*** Opening RECORD SET ***
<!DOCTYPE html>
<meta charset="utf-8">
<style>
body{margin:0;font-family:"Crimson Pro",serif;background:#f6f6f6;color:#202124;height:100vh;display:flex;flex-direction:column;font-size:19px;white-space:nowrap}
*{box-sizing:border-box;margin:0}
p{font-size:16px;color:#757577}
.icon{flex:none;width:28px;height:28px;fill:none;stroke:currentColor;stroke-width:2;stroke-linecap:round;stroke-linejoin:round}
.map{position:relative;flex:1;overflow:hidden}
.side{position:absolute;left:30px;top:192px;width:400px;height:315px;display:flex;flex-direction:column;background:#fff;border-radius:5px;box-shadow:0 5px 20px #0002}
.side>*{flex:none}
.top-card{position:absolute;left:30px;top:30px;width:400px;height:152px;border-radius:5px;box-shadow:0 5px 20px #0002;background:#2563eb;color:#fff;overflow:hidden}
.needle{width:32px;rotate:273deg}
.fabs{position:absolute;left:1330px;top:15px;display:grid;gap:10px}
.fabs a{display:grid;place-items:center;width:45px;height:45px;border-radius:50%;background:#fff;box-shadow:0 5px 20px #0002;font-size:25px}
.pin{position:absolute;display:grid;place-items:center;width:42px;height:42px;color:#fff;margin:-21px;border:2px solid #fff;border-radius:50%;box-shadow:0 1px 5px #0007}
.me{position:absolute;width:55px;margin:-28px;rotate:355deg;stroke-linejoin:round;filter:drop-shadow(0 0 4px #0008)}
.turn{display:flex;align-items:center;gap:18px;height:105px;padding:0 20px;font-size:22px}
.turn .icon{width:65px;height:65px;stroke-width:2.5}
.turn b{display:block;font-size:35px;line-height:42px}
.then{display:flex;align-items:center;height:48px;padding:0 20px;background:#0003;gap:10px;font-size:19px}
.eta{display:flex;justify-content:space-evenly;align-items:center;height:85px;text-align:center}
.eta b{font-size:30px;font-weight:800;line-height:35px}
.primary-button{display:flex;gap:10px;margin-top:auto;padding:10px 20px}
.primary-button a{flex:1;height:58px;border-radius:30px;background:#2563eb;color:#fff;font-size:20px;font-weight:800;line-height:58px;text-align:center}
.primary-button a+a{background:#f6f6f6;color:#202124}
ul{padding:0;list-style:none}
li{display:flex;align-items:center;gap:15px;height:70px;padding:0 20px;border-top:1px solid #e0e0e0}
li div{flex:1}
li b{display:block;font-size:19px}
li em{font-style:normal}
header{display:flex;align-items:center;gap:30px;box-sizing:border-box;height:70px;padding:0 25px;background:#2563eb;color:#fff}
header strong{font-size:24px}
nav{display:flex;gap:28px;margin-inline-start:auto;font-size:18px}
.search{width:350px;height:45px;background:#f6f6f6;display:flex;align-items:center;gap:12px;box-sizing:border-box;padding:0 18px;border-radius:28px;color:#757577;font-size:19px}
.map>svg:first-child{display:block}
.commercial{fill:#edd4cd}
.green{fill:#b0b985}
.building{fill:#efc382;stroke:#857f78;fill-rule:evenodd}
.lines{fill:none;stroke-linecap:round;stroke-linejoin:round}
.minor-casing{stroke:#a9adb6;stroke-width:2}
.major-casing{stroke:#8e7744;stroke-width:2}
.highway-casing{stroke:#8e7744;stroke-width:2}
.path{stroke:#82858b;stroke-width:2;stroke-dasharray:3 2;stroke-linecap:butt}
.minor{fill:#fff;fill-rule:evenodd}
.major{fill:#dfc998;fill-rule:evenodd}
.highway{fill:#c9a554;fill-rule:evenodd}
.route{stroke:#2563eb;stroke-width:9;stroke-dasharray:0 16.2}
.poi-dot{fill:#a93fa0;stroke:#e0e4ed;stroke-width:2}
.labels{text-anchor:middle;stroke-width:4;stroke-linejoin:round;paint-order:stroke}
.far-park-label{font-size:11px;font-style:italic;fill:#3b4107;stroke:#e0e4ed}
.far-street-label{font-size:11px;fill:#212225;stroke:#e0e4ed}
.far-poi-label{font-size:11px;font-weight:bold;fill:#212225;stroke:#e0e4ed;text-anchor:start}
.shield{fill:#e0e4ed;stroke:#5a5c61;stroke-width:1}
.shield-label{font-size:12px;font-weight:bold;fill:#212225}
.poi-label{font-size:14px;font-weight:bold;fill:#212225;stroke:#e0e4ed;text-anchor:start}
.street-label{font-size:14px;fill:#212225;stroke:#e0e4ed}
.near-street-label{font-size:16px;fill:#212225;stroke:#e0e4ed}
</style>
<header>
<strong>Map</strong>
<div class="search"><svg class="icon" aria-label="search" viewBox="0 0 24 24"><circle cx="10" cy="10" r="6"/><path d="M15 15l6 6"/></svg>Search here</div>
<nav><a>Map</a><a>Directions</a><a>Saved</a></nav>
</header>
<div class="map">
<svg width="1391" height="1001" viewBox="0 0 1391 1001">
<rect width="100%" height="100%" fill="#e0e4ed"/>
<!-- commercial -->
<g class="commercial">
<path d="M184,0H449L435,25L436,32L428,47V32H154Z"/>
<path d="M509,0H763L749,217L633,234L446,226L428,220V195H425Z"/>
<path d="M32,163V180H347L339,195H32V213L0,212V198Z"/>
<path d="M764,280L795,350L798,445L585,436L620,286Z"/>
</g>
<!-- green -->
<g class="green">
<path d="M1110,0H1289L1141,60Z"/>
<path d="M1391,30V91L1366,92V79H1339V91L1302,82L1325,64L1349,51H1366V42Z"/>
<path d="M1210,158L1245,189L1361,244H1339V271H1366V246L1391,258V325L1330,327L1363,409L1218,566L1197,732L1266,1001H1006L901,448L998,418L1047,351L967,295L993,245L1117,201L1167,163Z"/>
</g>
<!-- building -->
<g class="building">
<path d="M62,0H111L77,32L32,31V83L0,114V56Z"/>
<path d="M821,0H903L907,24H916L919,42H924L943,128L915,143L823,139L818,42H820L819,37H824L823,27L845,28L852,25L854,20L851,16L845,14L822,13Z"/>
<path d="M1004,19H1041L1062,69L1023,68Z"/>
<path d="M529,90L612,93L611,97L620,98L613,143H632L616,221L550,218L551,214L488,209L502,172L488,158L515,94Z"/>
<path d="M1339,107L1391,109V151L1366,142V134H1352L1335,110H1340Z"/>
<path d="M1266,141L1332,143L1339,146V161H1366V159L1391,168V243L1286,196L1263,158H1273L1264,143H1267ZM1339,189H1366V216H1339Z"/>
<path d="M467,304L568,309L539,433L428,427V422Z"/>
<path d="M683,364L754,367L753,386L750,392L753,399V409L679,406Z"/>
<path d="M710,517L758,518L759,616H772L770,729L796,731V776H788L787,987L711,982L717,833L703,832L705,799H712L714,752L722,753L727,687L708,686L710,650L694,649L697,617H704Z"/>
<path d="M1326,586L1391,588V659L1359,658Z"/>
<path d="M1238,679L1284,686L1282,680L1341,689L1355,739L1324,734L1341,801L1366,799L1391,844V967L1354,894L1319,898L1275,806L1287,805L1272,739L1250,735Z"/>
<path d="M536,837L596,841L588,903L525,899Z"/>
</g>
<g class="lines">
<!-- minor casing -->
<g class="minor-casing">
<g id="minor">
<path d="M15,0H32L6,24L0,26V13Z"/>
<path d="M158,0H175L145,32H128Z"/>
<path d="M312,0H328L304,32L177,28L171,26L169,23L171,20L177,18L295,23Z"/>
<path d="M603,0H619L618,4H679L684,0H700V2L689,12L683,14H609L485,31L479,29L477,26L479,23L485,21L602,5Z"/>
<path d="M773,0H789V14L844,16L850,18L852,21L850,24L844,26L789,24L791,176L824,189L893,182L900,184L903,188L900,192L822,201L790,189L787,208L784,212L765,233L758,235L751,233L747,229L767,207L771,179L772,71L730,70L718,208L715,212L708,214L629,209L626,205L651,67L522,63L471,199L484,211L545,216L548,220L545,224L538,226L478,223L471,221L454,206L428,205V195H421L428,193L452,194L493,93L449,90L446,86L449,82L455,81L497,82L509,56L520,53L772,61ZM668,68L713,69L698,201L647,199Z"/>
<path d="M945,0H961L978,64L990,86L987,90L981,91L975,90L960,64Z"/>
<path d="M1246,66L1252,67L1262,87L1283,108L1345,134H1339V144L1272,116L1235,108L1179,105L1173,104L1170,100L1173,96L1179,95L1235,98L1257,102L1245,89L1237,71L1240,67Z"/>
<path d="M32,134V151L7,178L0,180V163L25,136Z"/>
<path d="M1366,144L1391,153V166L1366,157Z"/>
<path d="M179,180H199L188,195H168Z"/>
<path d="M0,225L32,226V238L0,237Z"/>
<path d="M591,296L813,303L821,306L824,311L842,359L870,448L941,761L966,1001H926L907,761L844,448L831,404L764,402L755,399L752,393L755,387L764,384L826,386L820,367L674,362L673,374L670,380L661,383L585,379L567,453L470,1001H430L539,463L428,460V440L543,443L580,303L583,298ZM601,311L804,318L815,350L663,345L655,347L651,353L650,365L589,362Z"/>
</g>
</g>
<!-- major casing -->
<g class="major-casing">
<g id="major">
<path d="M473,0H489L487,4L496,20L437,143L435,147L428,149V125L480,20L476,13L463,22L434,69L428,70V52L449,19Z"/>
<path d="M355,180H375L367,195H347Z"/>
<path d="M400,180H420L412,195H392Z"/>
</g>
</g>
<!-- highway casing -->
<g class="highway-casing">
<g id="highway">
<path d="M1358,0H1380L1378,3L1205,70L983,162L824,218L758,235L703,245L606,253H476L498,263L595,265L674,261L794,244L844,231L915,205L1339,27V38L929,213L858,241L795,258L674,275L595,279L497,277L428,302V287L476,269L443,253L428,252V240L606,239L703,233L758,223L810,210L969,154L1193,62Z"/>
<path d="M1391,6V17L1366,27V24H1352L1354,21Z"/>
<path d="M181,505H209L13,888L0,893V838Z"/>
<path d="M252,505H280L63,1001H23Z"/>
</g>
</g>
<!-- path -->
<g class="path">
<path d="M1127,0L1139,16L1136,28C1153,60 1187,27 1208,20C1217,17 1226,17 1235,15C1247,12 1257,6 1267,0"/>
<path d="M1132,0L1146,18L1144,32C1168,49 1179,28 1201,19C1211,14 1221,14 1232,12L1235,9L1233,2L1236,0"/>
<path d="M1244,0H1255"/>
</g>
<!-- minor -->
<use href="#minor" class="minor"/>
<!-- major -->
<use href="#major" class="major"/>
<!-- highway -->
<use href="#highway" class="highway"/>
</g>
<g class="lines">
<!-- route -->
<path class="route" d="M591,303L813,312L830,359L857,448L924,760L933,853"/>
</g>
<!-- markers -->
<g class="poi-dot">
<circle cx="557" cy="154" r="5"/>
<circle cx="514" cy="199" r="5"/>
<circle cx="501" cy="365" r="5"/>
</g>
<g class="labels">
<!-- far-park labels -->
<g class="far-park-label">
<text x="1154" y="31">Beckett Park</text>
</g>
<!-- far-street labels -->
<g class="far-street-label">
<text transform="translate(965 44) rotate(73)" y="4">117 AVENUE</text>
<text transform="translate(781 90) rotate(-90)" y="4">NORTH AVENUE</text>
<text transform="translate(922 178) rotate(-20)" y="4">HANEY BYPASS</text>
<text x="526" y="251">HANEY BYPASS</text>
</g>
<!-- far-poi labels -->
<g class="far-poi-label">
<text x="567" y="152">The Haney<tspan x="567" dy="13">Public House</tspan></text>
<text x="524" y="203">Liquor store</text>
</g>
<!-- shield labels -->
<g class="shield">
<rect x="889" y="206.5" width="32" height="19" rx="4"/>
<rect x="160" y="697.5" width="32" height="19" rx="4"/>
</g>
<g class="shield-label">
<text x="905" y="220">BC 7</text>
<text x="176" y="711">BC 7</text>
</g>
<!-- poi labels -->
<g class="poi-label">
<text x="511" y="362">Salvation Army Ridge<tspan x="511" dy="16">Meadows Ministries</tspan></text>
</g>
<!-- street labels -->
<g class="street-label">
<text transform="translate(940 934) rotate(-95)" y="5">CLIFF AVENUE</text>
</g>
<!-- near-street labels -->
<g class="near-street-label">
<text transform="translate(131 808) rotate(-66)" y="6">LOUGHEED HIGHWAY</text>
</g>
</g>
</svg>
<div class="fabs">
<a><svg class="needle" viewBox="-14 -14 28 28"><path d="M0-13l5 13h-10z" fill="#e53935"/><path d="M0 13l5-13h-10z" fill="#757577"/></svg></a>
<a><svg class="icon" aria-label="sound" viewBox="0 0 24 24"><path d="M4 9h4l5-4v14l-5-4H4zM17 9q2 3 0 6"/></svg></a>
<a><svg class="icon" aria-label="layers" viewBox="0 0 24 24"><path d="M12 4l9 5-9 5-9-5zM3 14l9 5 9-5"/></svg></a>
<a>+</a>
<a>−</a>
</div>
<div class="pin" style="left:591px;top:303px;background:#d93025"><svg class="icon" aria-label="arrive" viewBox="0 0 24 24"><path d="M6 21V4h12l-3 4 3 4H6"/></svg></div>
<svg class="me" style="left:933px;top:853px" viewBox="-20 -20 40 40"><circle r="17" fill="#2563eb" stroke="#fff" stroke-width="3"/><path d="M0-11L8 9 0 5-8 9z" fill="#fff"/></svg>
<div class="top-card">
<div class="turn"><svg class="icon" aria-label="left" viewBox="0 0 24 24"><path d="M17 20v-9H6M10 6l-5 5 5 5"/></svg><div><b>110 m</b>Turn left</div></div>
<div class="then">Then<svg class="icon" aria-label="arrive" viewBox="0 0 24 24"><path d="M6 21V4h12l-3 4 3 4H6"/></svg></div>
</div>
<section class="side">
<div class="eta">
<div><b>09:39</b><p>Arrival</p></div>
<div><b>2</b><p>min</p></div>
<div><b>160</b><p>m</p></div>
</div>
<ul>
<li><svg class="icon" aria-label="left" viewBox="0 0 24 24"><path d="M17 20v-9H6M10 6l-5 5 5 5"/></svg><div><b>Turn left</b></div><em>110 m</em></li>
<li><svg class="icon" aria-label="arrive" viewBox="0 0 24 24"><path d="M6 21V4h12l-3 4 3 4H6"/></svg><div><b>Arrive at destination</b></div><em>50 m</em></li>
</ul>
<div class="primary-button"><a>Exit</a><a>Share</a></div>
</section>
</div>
*** Closing RECORD SET ***
### WORK TO COMPLETE
Collect from the data above every line that includes "place".

### RESULT
.fabs a{display:grid;place-items:center;width:45px;height:45px;border-radius:50%;background:#fff;box-shadow:0 5px 20px #0002;font-size:25px}
.pin{position:absolute;display:grid;place-items:center;width:42px;height:42px;color:#fff;margin:-21px;border:2px solid #fff;border-radius:50%;box-shadow:0 1px 5px #0007}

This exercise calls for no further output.